*** Information Section Begins ***

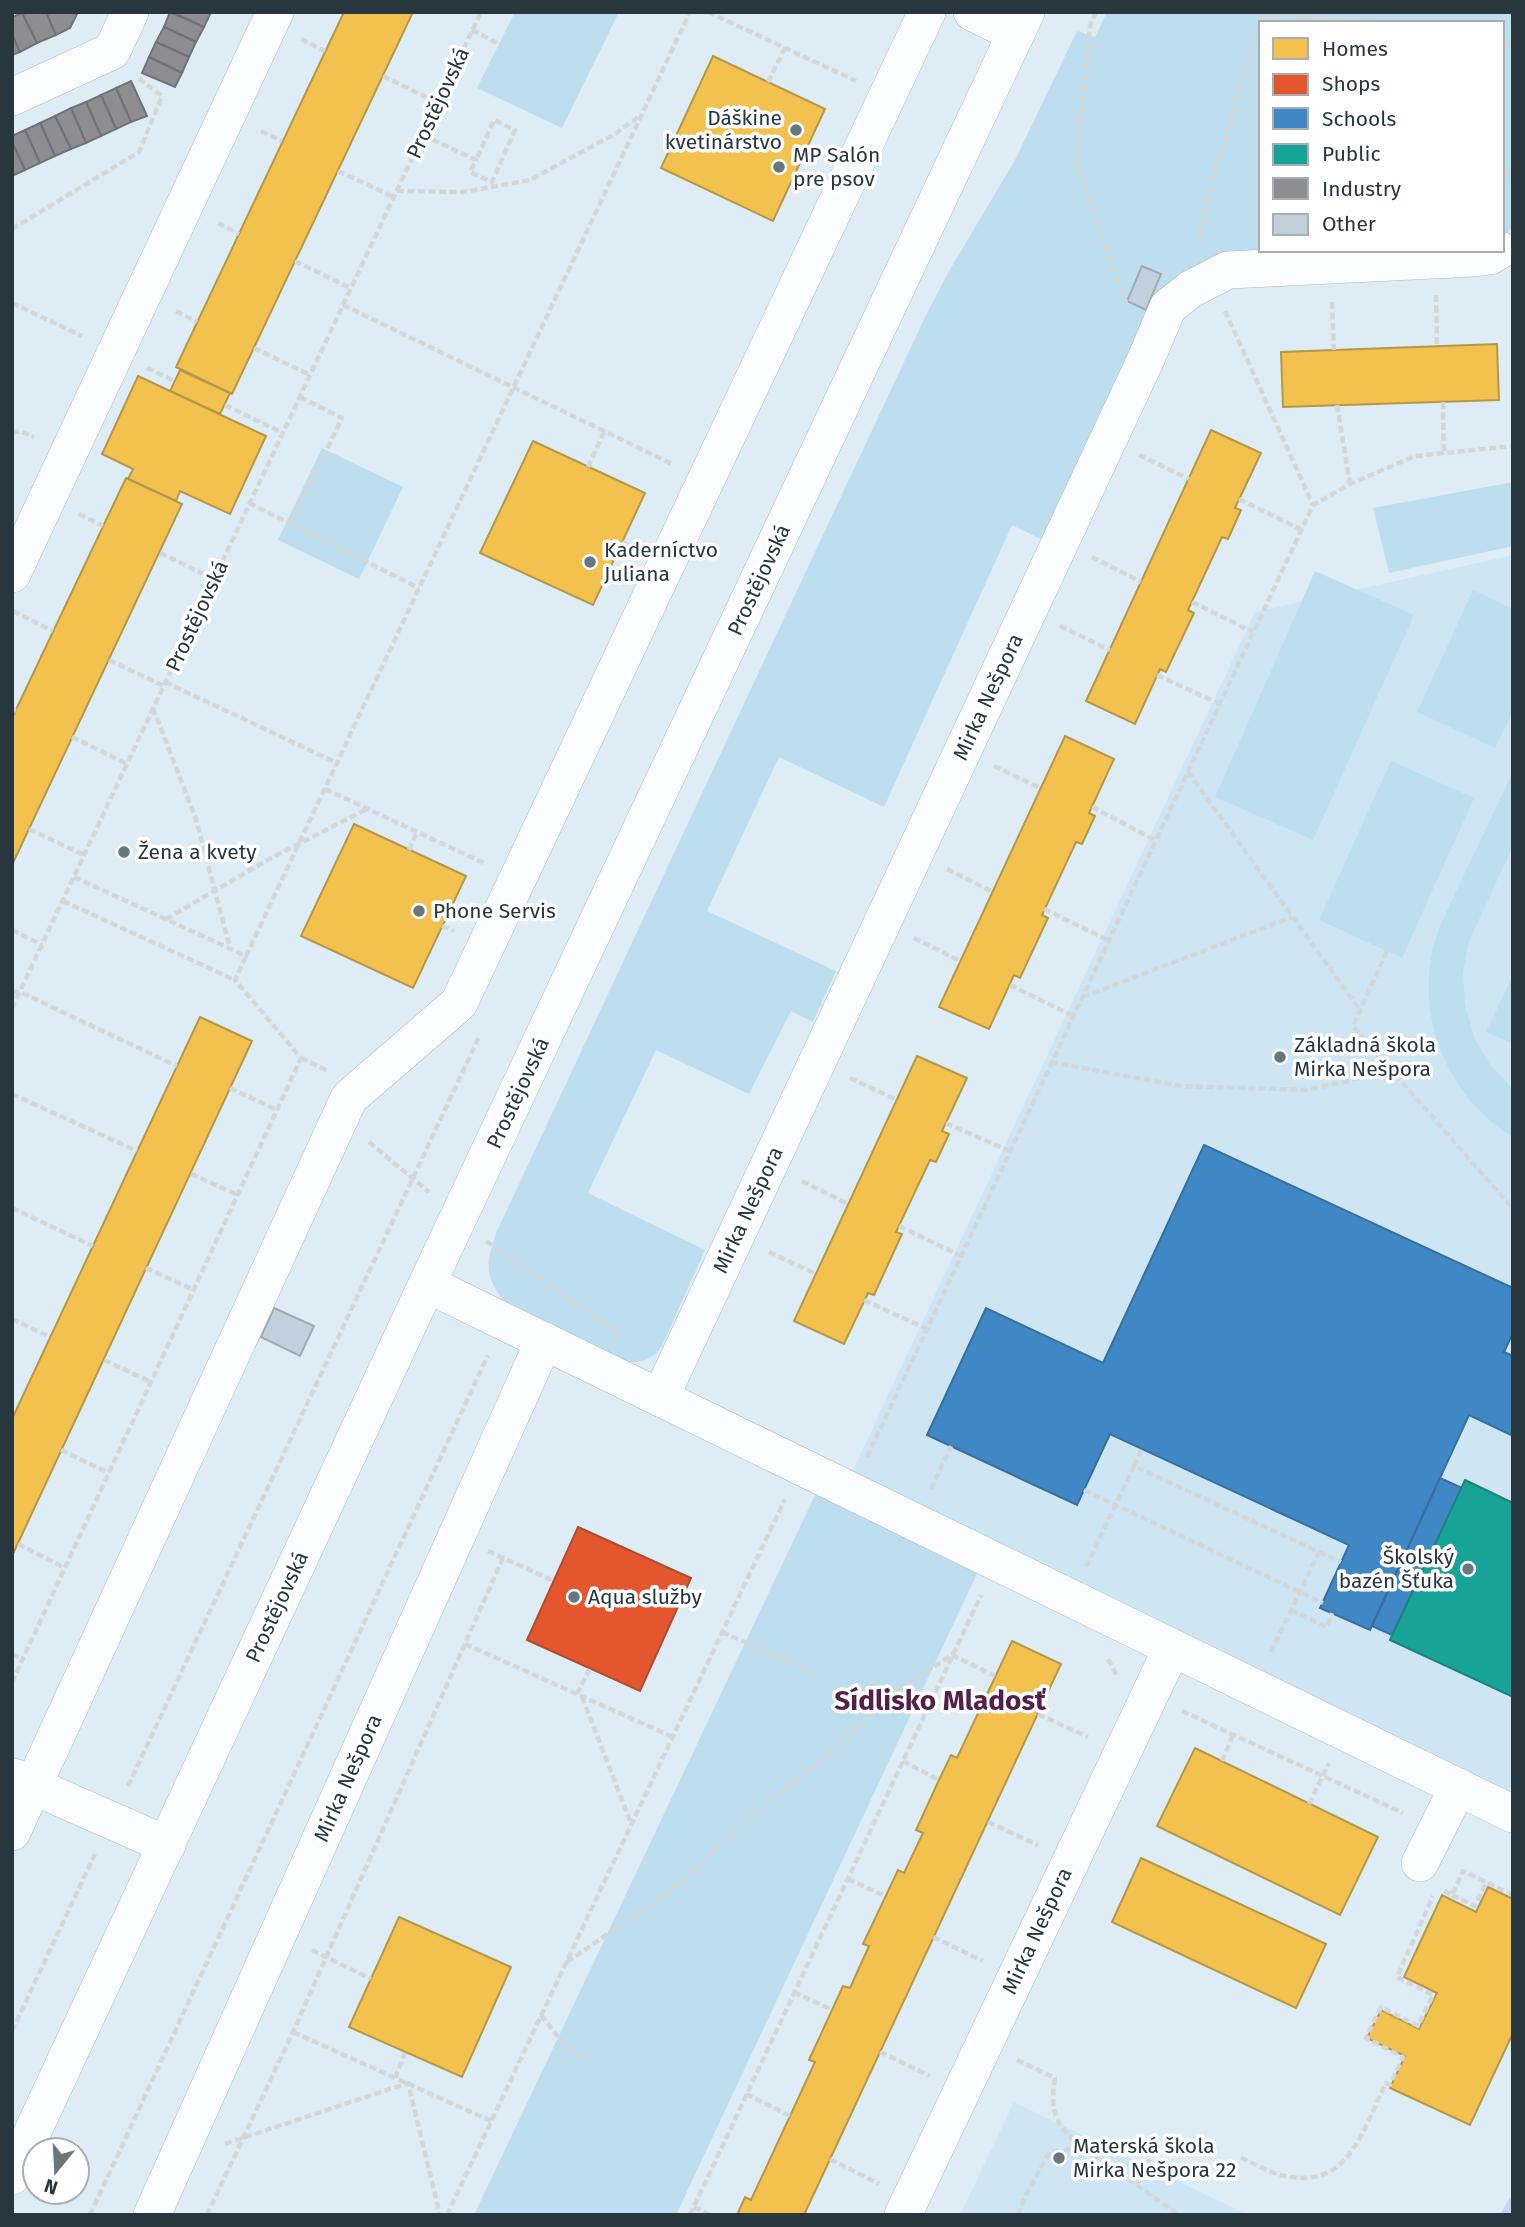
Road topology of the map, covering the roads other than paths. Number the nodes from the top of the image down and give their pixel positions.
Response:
1 (130, 12) edge
2 (275, 12) edge
3 (927, 12) edge
4 (972, 12) edge
5 (1021, 23) edge
6 (12, 97) edge
7 (1497, 252) edge
8 (12, 574) edge
9 (427, 1284) junction
10 (544, 1341) junction
11 (667, 1384) junction
12 (1172, 1648) junction
13 (23, 1781) edge
14 (1458, 1787) junction
15 (1513, 1814) edge
16 (12, 1832) edge
17 (167, 1845) junction
18 (1420, 1863) dead end
19 (12, 2176) edge
20 (152, 2215) edge
21 (903, 2215) edge

1 - 6 street
2 - 8 street
3 - 13 street
4 - 5 street
5 - 9 street, Prostějovská
7 - 11 street, Mirka Nešpora
9 - 10 street
9 - 17 street, Prostějovská
10 - 11 street
10 - 20 street, Mirka Nešpora
11 - 12 street
12 - 14 street
12 - 21 street, Mirka Nešpora
13 - 16 street
13 - 17 street
14 - 15 street
14 - 18 street
17 - 19 street, Prostějovská

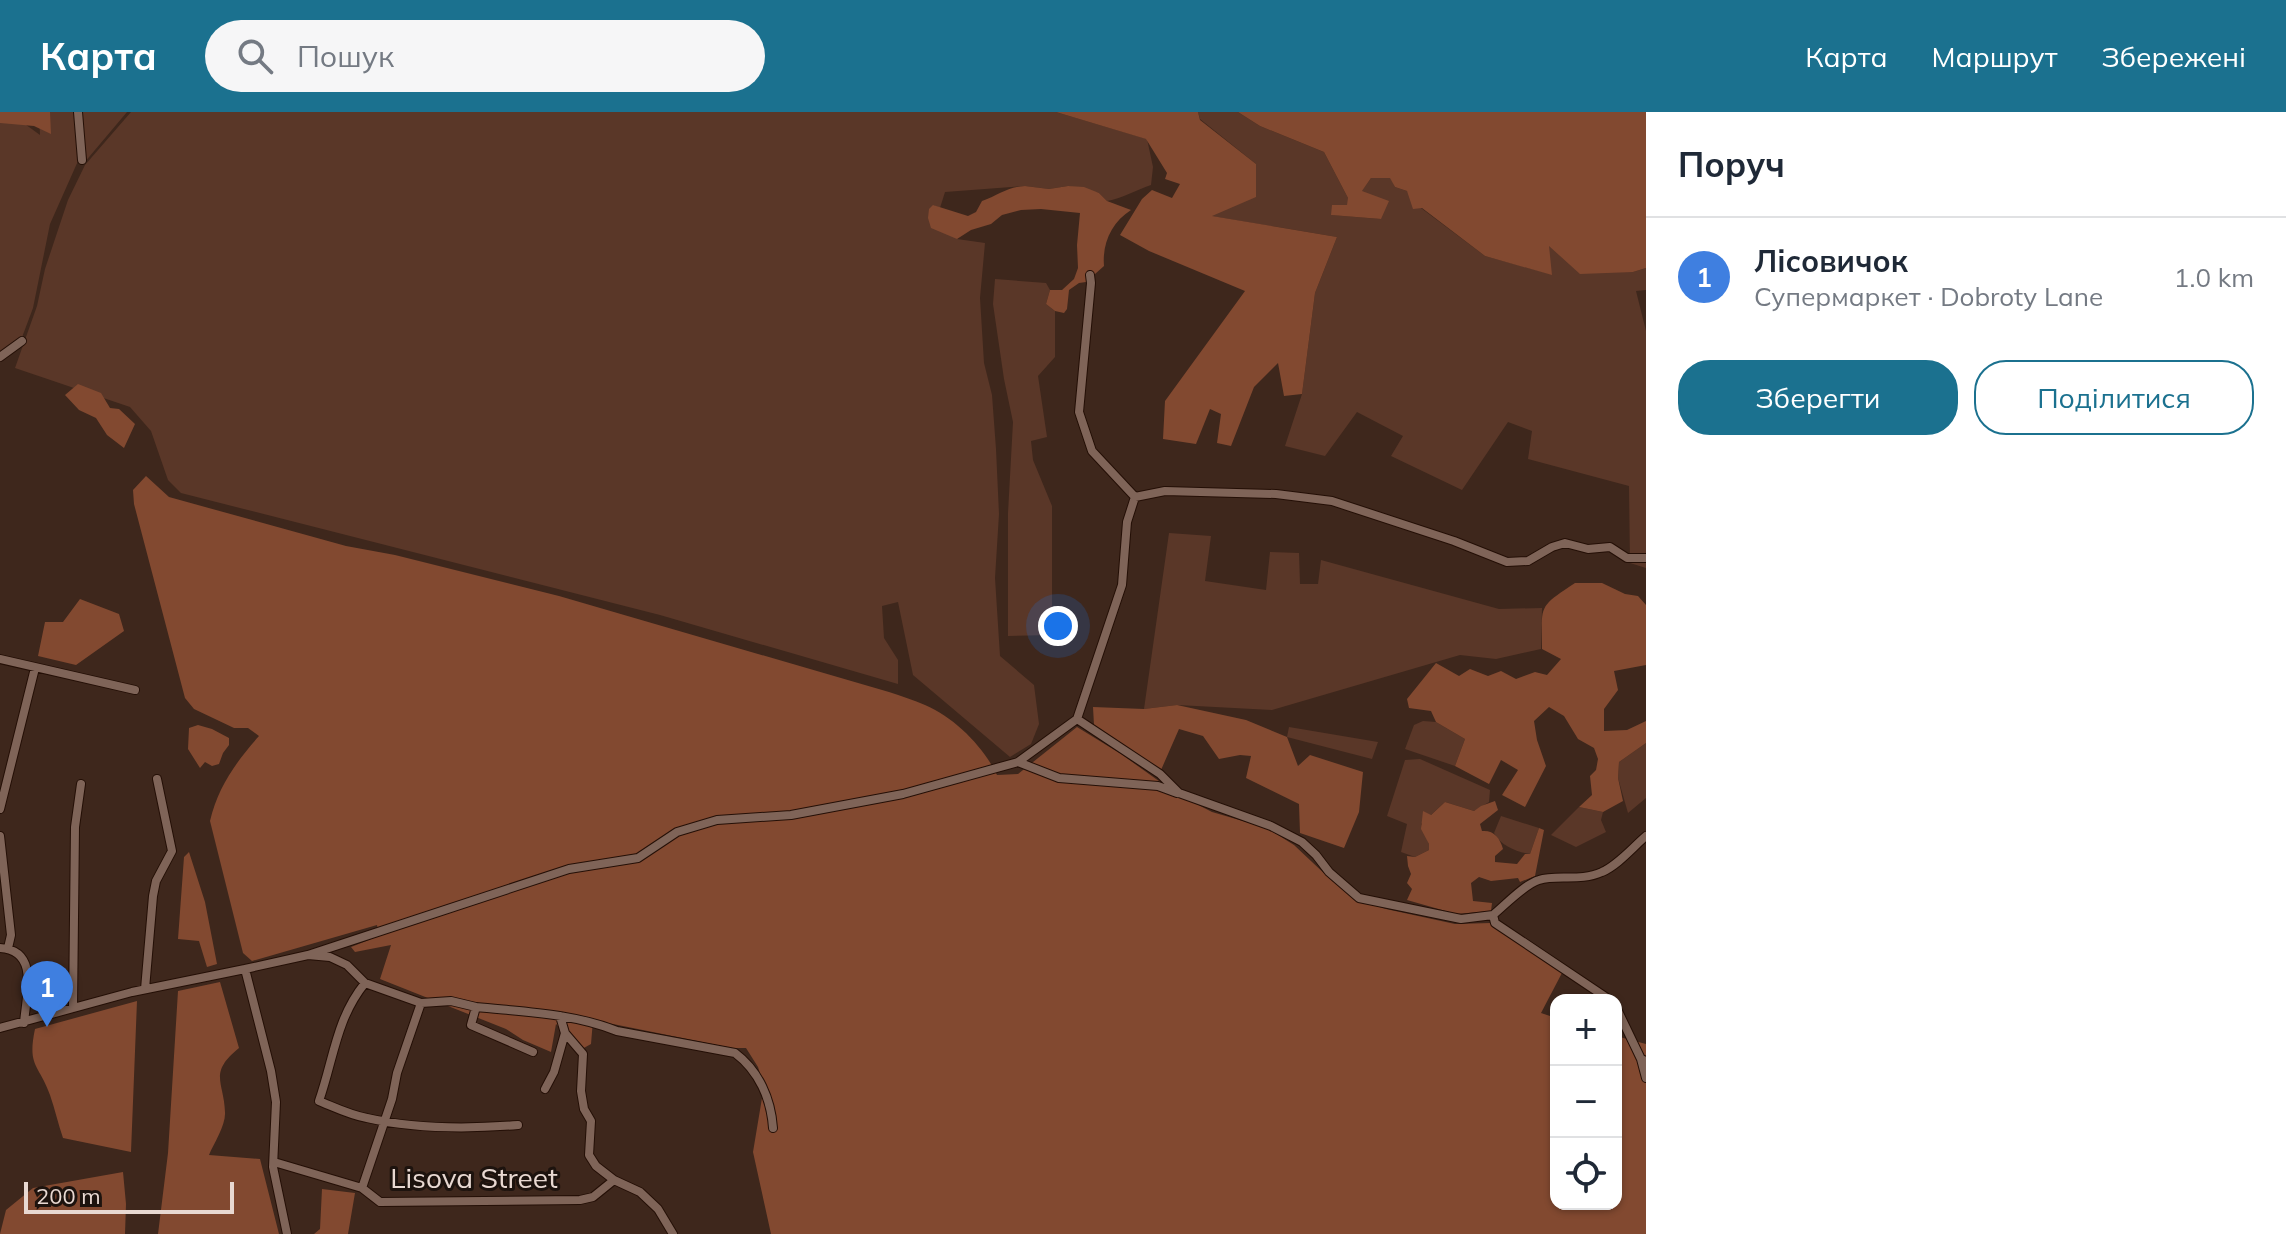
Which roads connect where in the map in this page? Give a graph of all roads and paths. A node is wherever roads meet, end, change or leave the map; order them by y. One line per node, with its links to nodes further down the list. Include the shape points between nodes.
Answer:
1 (78, 112): 2 (street)
2 (82, 160)
3 (1090, 275): 6 (street, via 1079,412 1092,451)
4 (22, 341): 5 (street)
5 (0, 357)
6 (1135, 497): 7 (street, via 1165,491 1332,501 1507,562 1528,561 1565,543 1610,547 1627,558); 11 (street, via 1127,522 1122,585)
7 (1646, 558)
8 (0, 659): 9 (street)
9 (35, 668): 10 (street); 16 (street)
10 (135, 690)
11 (1077, 719): 12 (street); 15 (street, via 1160,774)
12 (1018, 762): 15 (street, via 1059,778 1158,786); 21 (street, via 903,794 791,815 717,820 677,832 638,858 569,869)
13 (157, 779): 24 (street, via 172,851 153,896)
14 (81, 784): 28 (street, via 75,827)
15 (1179, 793): 19 (street, via 1302,842 1359,898 1461,919)
16 (0, 809)
17 (0, 836): 20 (street, via 11,935)
18 (1646, 836): 19 (street, via 1599,874 1540,879)
19 (1493, 915): 25 (street, via 1495,923)
20 (4, 948): 31 (street, via 28,966)
21 (308, 955): 22 (street); 23 (street, via 347,965)
22 (245, 969): 24 (street); 41 (street, via 276,1102)
23 (365, 983): 26 (street); 38 (street, via 337,1034 319,1101)
24 (145, 989): 28 (street)
25 (1601, 994)
26 (421, 1003): 27 (street, via 451,1001); 38 (street, Lisova Street)
27 (476, 1007): 29 (street); 34 (street, via 471,1025)
28 (73, 1008): 31 (street)
29 (560, 1016): 33 (street); 40 (street, via 735,1053 762,1087)
30 (1622, 1019): 35 (street)
31 (24, 1023): 32 (street)
32 (0, 1028)
33 (565, 1033): 37 (street); 42 (street, via 583,1054 581,1091 591,1121 589,1155)
34 (533, 1052)
35 (1643, 1060): 36 (street)
36 (1646, 1078)
37 (545, 1089)
38 (384, 1122): 39 (street); 43 (street, Lisova Street)
39 (518, 1125)
40 (773, 1128)
41 (274, 1162): 43 (street); 44 (street)
42 (614, 1180): 43 (street, Lisova Street, via 593,1197 580,1200 380,1202); 45 (street, via 640,1192)
43 (362, 1188)
44 (287, 1234)
45 (673, 1234)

*** Information Section Ends ***

Task: Could the data be reproduced exactly, with the pictures omitted?

Result for this exercise:
Road topology of the map, covering the roads other than paths. Number the nodes from the top of the image down and give their pixel positions.
Response:
1 (130, 12) edge
2 (275, 12) edge
3 (927, 12) edge
4 (972, 12) edge
5 (1021, 23) edge
6 (12, 97) edge
7 (1497, 252) edge
8 (12, 574) edge
9 (427, 1284) junction
10 (544, 1341) junction
11 (667, 1384) junction
12 (1172, 1648) junction
13 (23, 1781) edge
14 (1458, 1787) junction
15 (1513, 1814) edge
16 (12, 1832) edge
17 (167, 1845) junction
18 (1420, 1863) dead end
19 (12, 2176) edge
20 (152, 2215) edge
21 (903, 2215) edge

1 - 6 street
2 - 8 street
3 - 13 street
4 - 5 street
5 - 9 street, Prostějovská
7 - 11 street, Mirka Nešpora
9 - 10 street
9 - 17 street, Prostějovská
10 - 11 street
10 - 20 street, Mirka Nešpora
11 - 12 street
12 - 14 street
12 - 21 street, Mirka Nešpora
13 - 16 street
13 - 17 street
14 - 15 street
14 - 18 street
17 - 19 street, Prostějovská

Which roads connect where in the map in this page? Give a graph of all roads and paths. A node is wherever roads meet, end, change or leave the map; order them by y. One line per node, with its links to nodes further down the list. Include the shape points between nodes.
Answer:
1 (78, 112): 2 (street)
2 (82, 160)
3 (1090, 275): 6 (street, via 1079,412 1092,451)
4 (22, 341): 5 (street)
5 (0, 357)
6 (1135, 497): 7 (street, via 1165,491 1332,501 1507,562 1528,561 1565,543 1610,547 1627,558); 11 (street, via 1127,522 1122,585)
7 (1646, 558)
8 (0, 659): 9 (street)
9 (35, 668): 10 (street); 16 (street)
10 (135, 690)
11 (1077, 719): 12 (street); 15 (street, via 1160,774)
12 (1018, 762): 15 (street, via 1059,778 1158,786); 21 (street, via 903,794 791,815 717,820 677,832 638,858 569,869)
13 (157, 779): 24 (street, via 172,851 153,896)
14 (81, 784): 28 (street, via 75,827)
15 (1179, 793): 19 (street, via 1302,842 1359,898 1461,919)
16 (0, 809)
17 (0, 836): 20 (street, via 11,935)
18 (1646, 836): 19 (street, via 1599,874 1540,879)
19 (1493, 915): 25 (street, via 1495,923)
20 (4, 948): 31 (street, via 28,966)
21 (308, 955): 22 (street); 23 (street, via 347,965)
22 (245, 969): 24 (street); 41 (street, via 276,1102)
23 (365, 983): 26 (street); 38 (street, via 337,1034 319,1101)
24 (145, 989): 28 (street)
25 (1601, 994)
26 (421, 1003): 27 (street, via 451,1001); 38 (street, Lisova Street)
27 (476, 1007): 29 (street); 34 (street, via 471,1025)
28 (73, 1008): 31 (street)
29 (560, 1016): 33 (street); 40 (street, via 735,1053 762,1087)
30 (1622, 1019): 35 (street)
31 (24, 1023): 32 (street)
32 (0, 1028)
33 (565, 1033): 37 (street); 42 (street, via 583,1054 581,1091 591,1121 589,1155)
34 (533, 1052)
35 (1643, 1060): 36 (street)
36 (1646, 1078)
37 (545, 1089)
38 (384, 1122): 39 (street); 43 (street, Lisova Street)
39 (518, 1125)
40 (773, 1128)
41 (274, 1162): 43 (street); 44 (street)
42 (614, 1180): 43 (street, Lisova Street, via 593,1197 580,1200 380,1202); 45 (street, via 640,1192)
43 (362, 1188)
44 (287, 1234)
45 (673, 1234)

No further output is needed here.